Saved entries
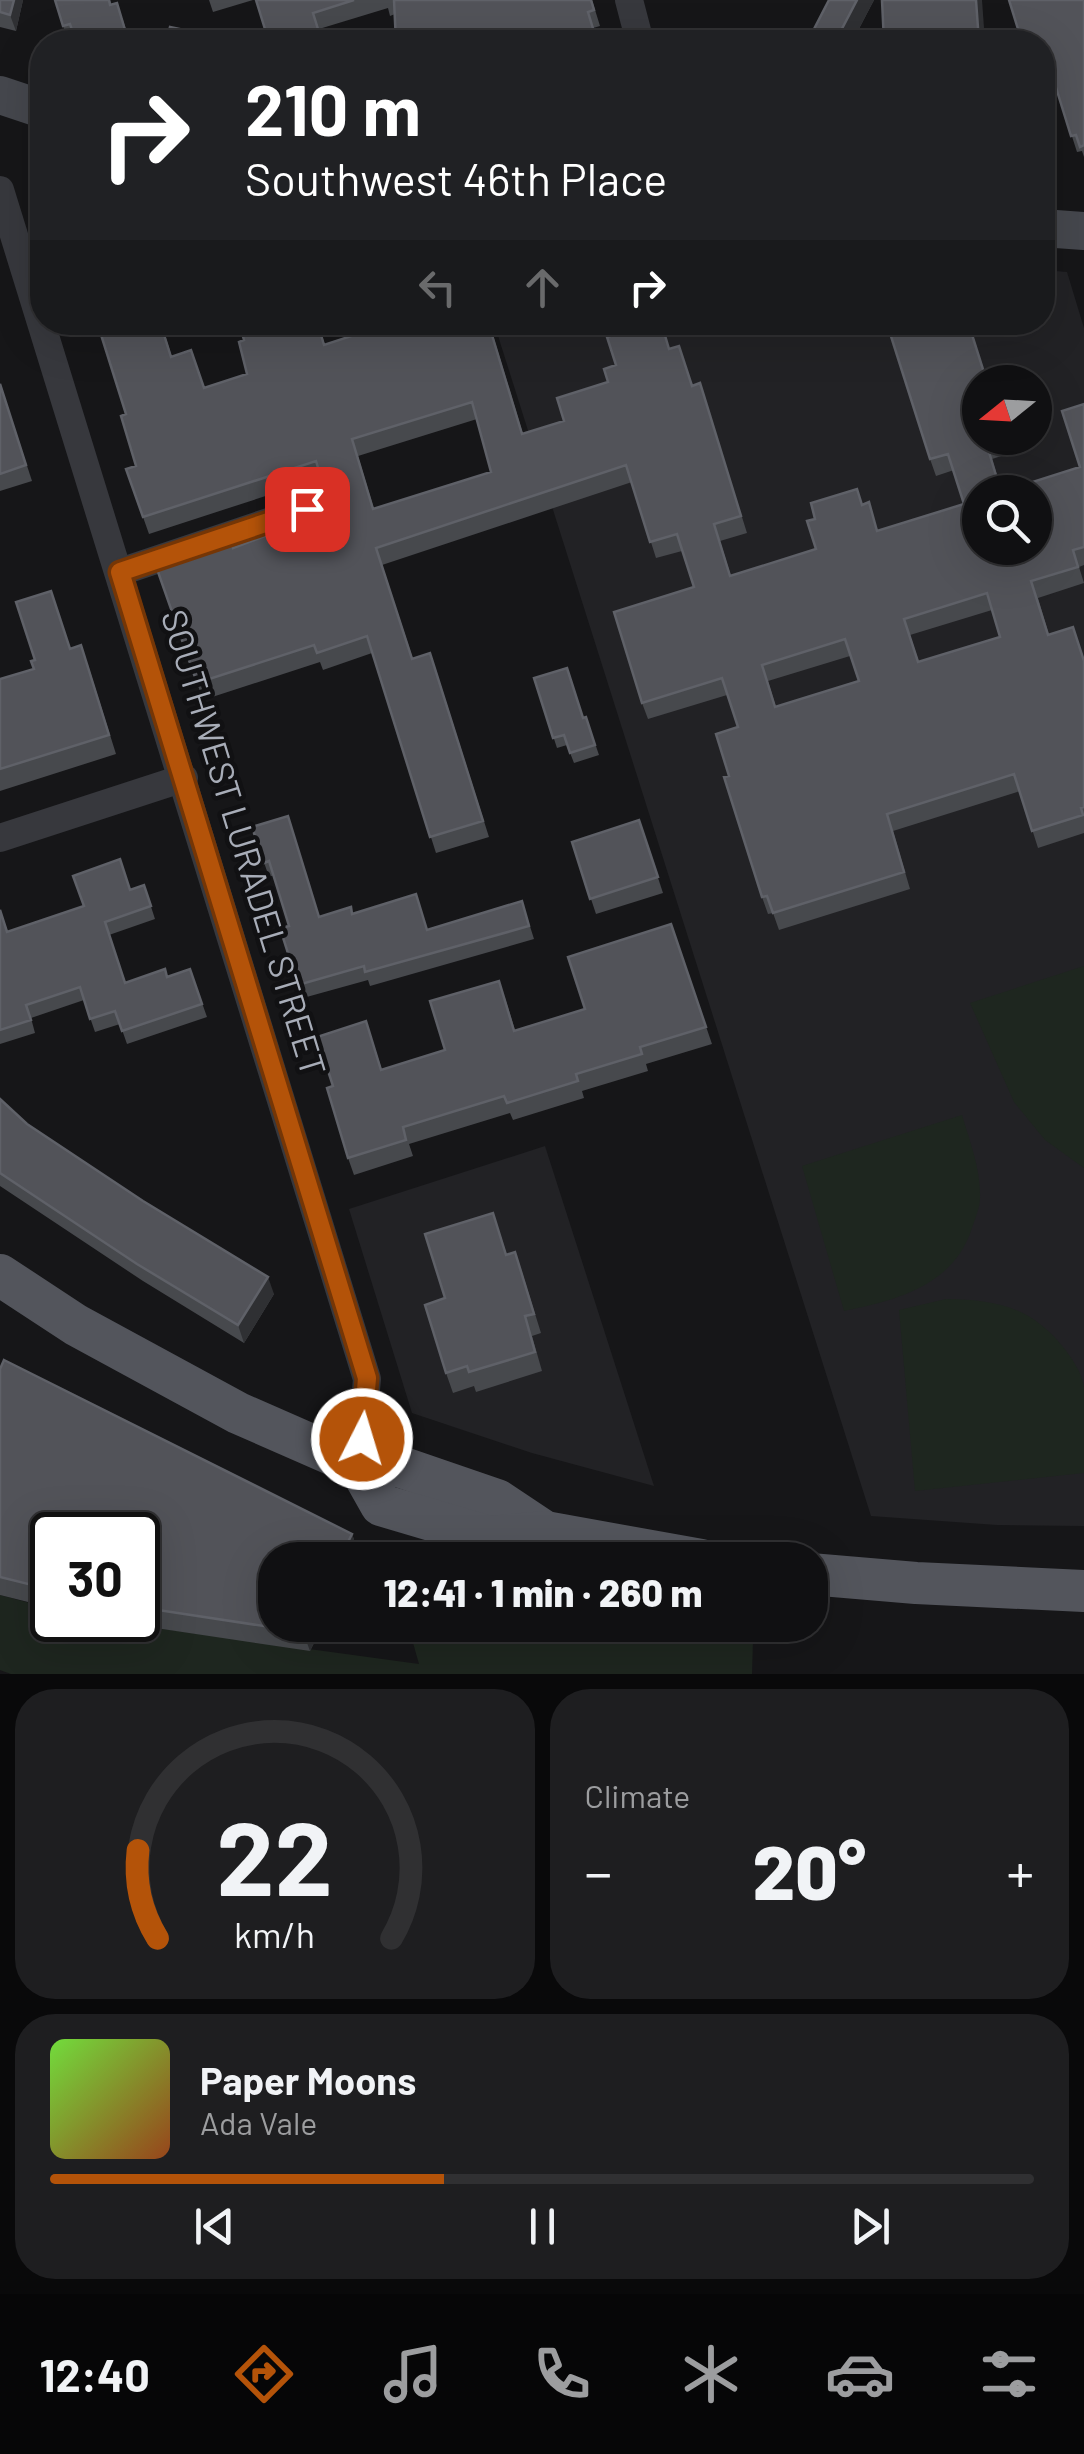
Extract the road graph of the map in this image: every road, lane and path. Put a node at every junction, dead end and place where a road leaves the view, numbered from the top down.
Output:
1 (628, 0) edge
2 (637, 30) edge
3 (0, 95) edge
4 (30, 105) edge
5 (0, 190) edge
6 (1055, 229) edge
7 (1084, 231) edge
8 (30, 286) edge
9 (46, 335) edge
10 (307, 509) dead end
11 (120, 572) junction
12 (184, 778) junction
13 (0, 838) edge
14 (0, 1276) edge
15 (359, 1466) junction
16 (601, 1542) edge
17 (828, 1576) edge
18 (1084, 1591) edge

1 - 2 street
3 - 4 main road
5 - 8 street, SOUTHWEST LURADEL STREET
6 - 7 main road
9 - 11 street, SOUTHWEST LURADEL STREET
10 - 11 street
11 - 12 street, SOUTHWEST LURADEL STREET
12 - 13 street
12 - 15 street, SOUTHWEST LURADEL STREET
14 - 15 main road
15 - 16 main road
17 - 18 main road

# INSTRUCTIONS FOR THE TASK
Although the records contain pictures, return only their text, exactly as written.

# ANSWER TO THIS EXERCISE
Extract the road graph of the map in this image: every road, lane and path. Put a node at every junction, dead end and place where a road leaves the view, numbered from the top down.
Output:
1 (628, 0) edge
2 (637, 30) edge
3 (0, 95) edge
4 (30, 105) edge
5 (0, 190) edge
6 (1055, 229) edge
7 (1084, 231) edge
8 (30, 286) edge
9 (46, 335) edge
10 (307, 509) dead end
11 (120, 572) junction
12 (184, 778) junction
13 (0, 838) edge
14 (0, 1276) edge
15 (359, 1466) junction
16 (601, 1542) edge
17 (828, 1576) edge
18 (1084, 1591) edge

1 - 2 street
3 - 4 main road
5 - 8 street, SOUTHWEST LURADEL STREET
6 - 7 main road
9 - 11 street, SOUTHWEST LURADEL STREET
10 - 11 street
11 - 12 street, SOUTHWEST LURADEL STREET
12 - 13 street
12 - 15 street, SOUTHWEST LURADEL STREET
14 - 15 main road
15 - 16 main road
17 - 18 main road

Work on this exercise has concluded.